Building an AI Image Caption Recommendation System using Python

In [3]:
import torch
from PIL import Image
from transformers import CLIPProcessor, CLIPModel, AutoProcessor, AutoModelForCausalLM

In [4]:
# image loading and preprocessing
def load_and_preprocess_image(image_path):
    image = Image.open(image_path).convert("RGB")
    processor = CLIPProcessor.from_pretrained("openai/clip-vit-base-patch32")
    inputs = processor(images=image, return_tensors="pt")
    return inputs, processor

Generating Image Embeddings

In [5]:
# image understanding with CLIP
def generate_image_embeddings(inputs):
    model = CLIPModel.from_pretrained("openai/clip-vit-base-patch32")
    with torch.no_grad():
        image_features = model.get_image_features(**inputs)

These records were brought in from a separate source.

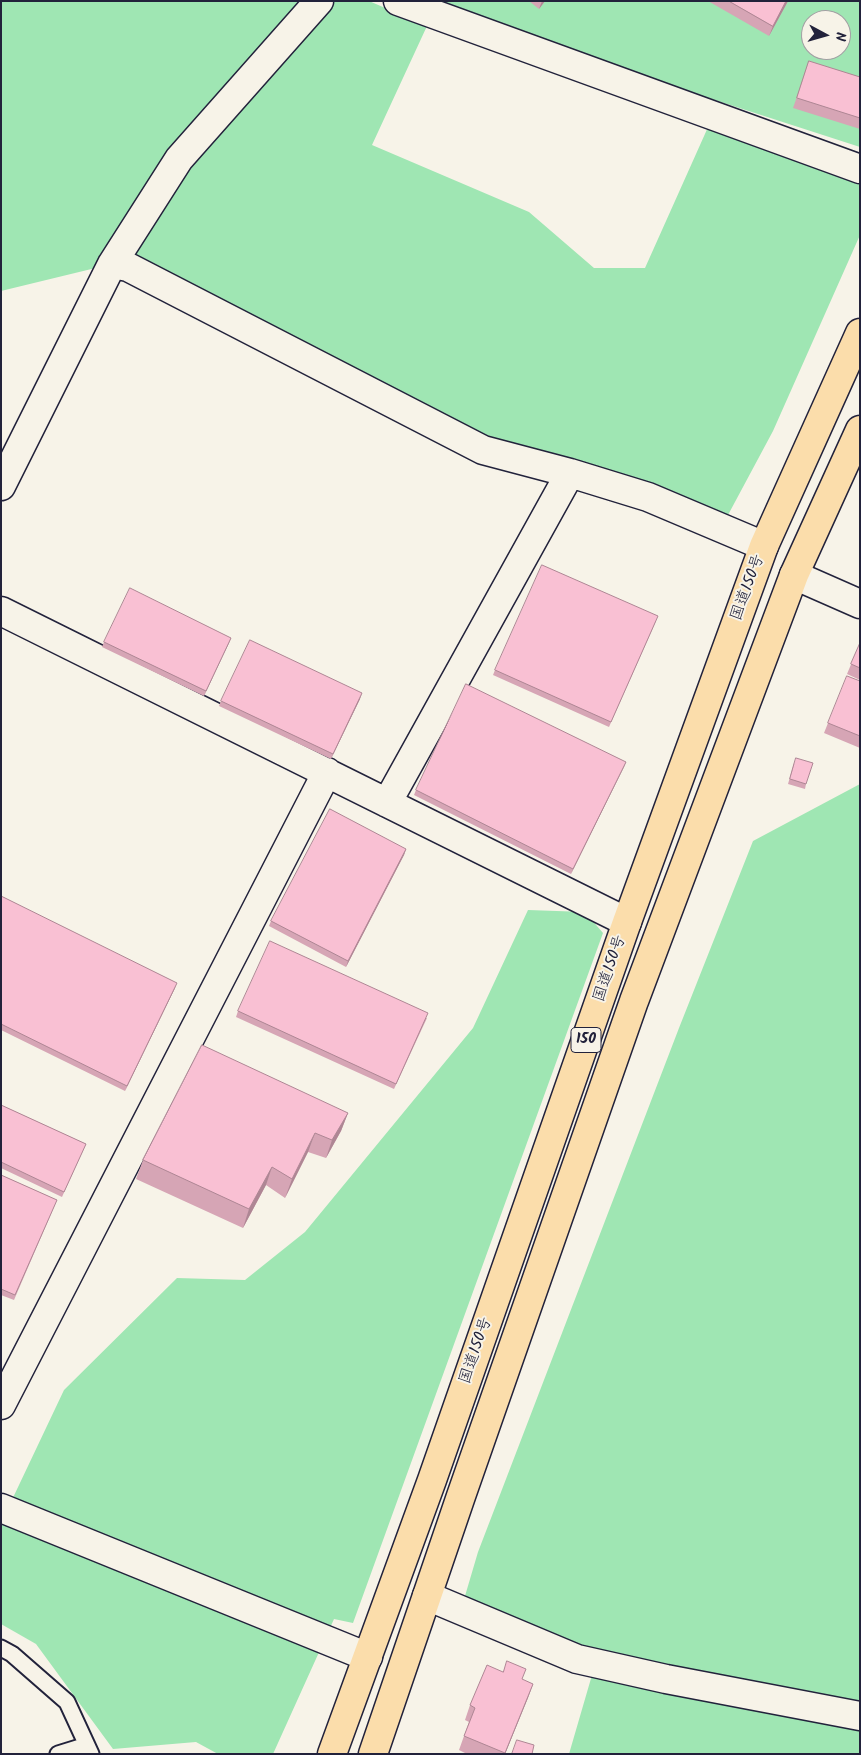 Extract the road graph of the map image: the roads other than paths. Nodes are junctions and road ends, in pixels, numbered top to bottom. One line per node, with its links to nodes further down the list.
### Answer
1 (319, 1): 4 (street)
2 (398, 1): 3 (street)
3 (860, 169)
4 (112, 264): 7 (street); 8 (street)
5 (860, 333): 9 (highway, 国道150号 / 150)
6 (860, 430): 10 (highway, 国道150号 / 150)
7 (570, 473): 9 (street); 14 (street)
8 (1, 486)
9 (764, 546): 15 (highway, 国道150号 / 150)
10 (794, 576): 11 (street); 18 (highway, 国道150号 / 150)
11 (860, 604)
12 (1, 611): 13 (street)
13 (327, 772): 14 (street); 16 (street)
14 (387, 803): 15 (street)
15 (627, 922): 20 (highway, 国道150号 / 150)
16 (1, 1405)
17 (1, 1508): 20 (street)
18 (427, 1596): 21 (street); 25 (highway, 国道150号 / 150)
19 (1, 1648): 22 (lane)
20 (368, 1657): 24 (highway, 国道150号 / 150)
21 (860, 1716)
22 (89, 1749): 23 (lane)
23 (58, 1754)
24 (332, 1754)
25 (373, 1754) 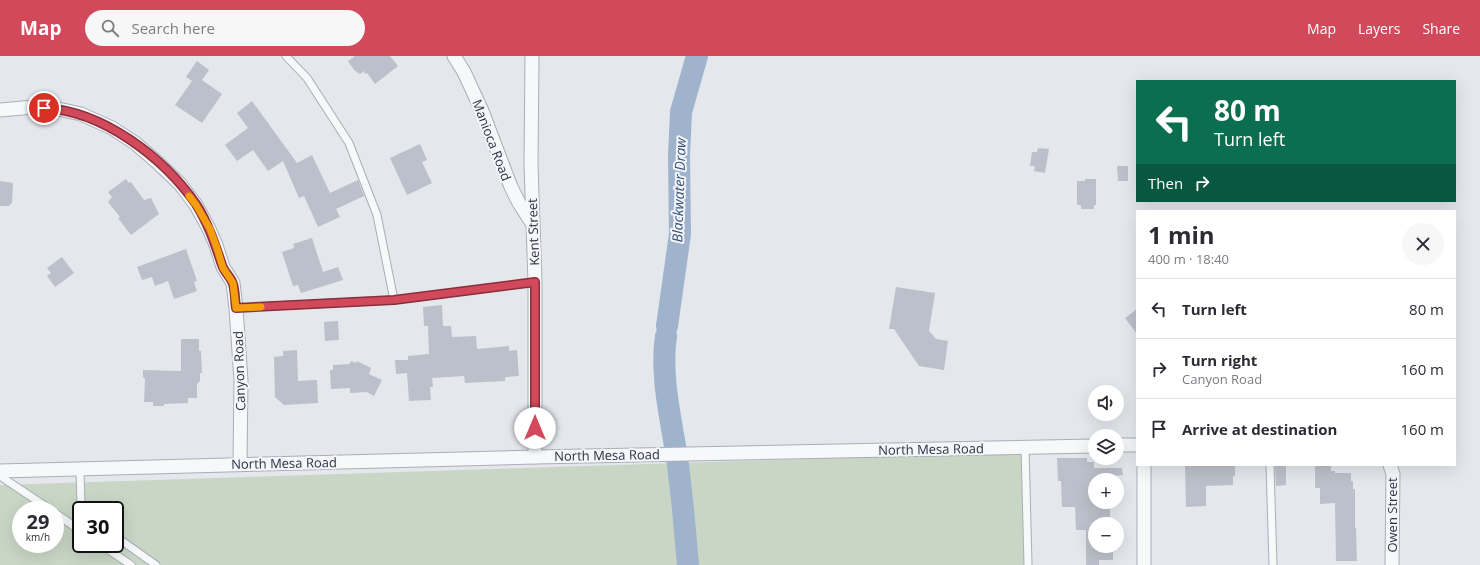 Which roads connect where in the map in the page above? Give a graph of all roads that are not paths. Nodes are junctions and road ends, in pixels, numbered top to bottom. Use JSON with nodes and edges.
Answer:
{"nodes":[{"id":1,"x":286,"y":56,"type":"edge"},
{"id":2,"x":454,"y":56,"type":"edge"},
{"id":3,"x":532,"y":56,"type":"edge"},
{"id":4,"x":0,"y":110,"type":"edge"},
{"id":5,"x":532,"y":223,"type":"junction"},
{"id":6,"x":535,"y":282,"type":"junction"},
{"id":7,"x":394,"y":300,"type":"junction"},
{"id":8,"x":236,"y":308,"type":"junction"},
{"id":9,"x":1124,"y":445,"type":"edge"},
{"id":10,"x":1136,"y":445,"type":"edge"},
{"id":11,"x":1088,"y":446,"type":"edge"},
{"id":12,"x":1025,"y":447,"type":"junction"},
{"id":13,"x":535,"y":457,"type":"junction"},
{"id":14,"x":240,"y":464,"type":"junction"},
{"id":15,"x":1144,"y":466,"type":"edge"},
{"id":16,"x":1270,"y":466,"type":"edge"},
{"id":17,"x":1390,"y":466,"type":"edge"},
{"id":18,"x":80,"y":470,"type":"junction"},
{"id":19,"x":0,"y":471,"type":"edge"},
{"id":20,"x":0,"y":476,"type":"edge"},
{"id":21,"x":38,"y":501,"type":"edge"},
{"id":22,"x":81,"y":501,"type":"edge"},
{"id":23,"x":64,"y":519,"type":"edge"},
{"id":24,"x":72,"y":525,"type":"edge"},
{"id":25,"x":124,"y":542,"type":"edge"},
{"id":26,"x":113,"y":553,"type":"edge"},
{"id":27,"x":131,"y":565,"type":"edge"},
{"id":28,"x":156,"y":565,"type":"edge"},
{"id":29,"x":1028,"y":565,"type":"edge"},
{"id":30,"x":1144,"y":565,"type":"edge"},
{"id":31,"x":1273,"y":565,"type":"edge"},
{"id":32,"x":1392,"y":565,"type":"edge"}],
"edges":[{"from":1,"to":7,"type":"lane"},
{"from":2,"to":5,"type":"street","name":"Manioca Road"},
{"from":3,"to":5,"type":"street","name":"Kent Street"},
{"from":4,"to":8,"type":"street","name":"Canyon Road"},
{"from":5,"to":6,"type":"street","name":"Kent Street"},
{"from":6,"to":7,"type":"lane"},
{"from":6,"to":13,"type":"street","name":"Kent Street"},
{"from":7,"to":8,"type":"lane"},
{"from":8,"to":14,"type":"street","name":"Canyon Road"},
{"from":9,"to":10,"type":"street"},
{"from":11,"to":12,"type":"street","name":"North Mesa Road"},
{"from":12,"to":13,"type":"street","name":"North Mesa Road"},
{"from":12,"to":29,"type":"lane"},
{"from":13,"to":14,"type":"street","name":"North Mesa Road"},
{"from":14,"to":18,"type":"street","name":"North Mesa Road"},
{"from":15,"to":30,"type":"street"},
{"from":16,"to":31,"type":"lane"},
{"from":17,"to":32,"type":"street","name":"Owen Street"},
{"from":18,"to":19,"type":"street","name":"North Mesa Road"},
{"from":18,"to":22,"type":"lane"},
{"from":20,"to":21,"type":"lane"},
{"from":23,"to":24,"type":"lane"},
{"from":25,"to":28,"type":"lane"},
{"from":26,"to":27,"type":"lane"}]} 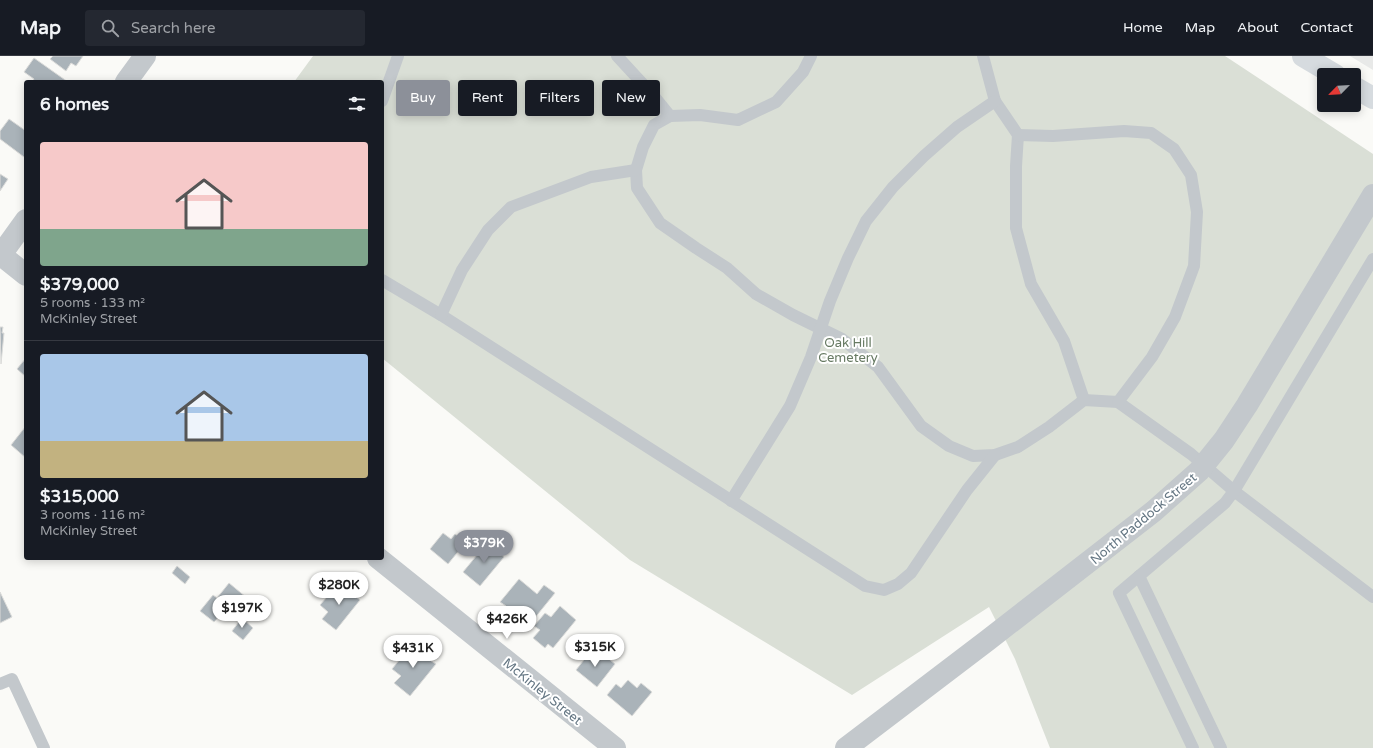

    return image_features, model

Matching Image with Text Embeddings

In [6]:
# caption matching (using CLIP text embeddings)
def match_captions(image_features, captions, clip_model, processor):
    # 1. get text embeddings for the captions:
    text_inputs = processor(text=captions, return_tensors="pt", padding=True)
    with torch.no_grad():
        text_features = clip_model.get_text_features(**text_inputs)

    # 2. calculate cosine similarity between image and text features:
    image_features = image_features.detach().cpu().numpy()
    text_features = text_features.detach().cpu().numpy()

    similarities = cosine_similarity(image_features, text_features)

    # 3. find the best matching captions:
    best_indices = similarities.argsort(axis=1)[0][::-1]  
    best_captions = [captions[i] for i in best_indices]

    return best_captions, similarities[0][best_indices].tolist()

In [7]:
# main function
def image_captioning(image_path, candidate_captions):  
    inputs, processor = load_and_preprocess_image(image_path)
    image_features, clip_model = generate_image_embeddings(inputs)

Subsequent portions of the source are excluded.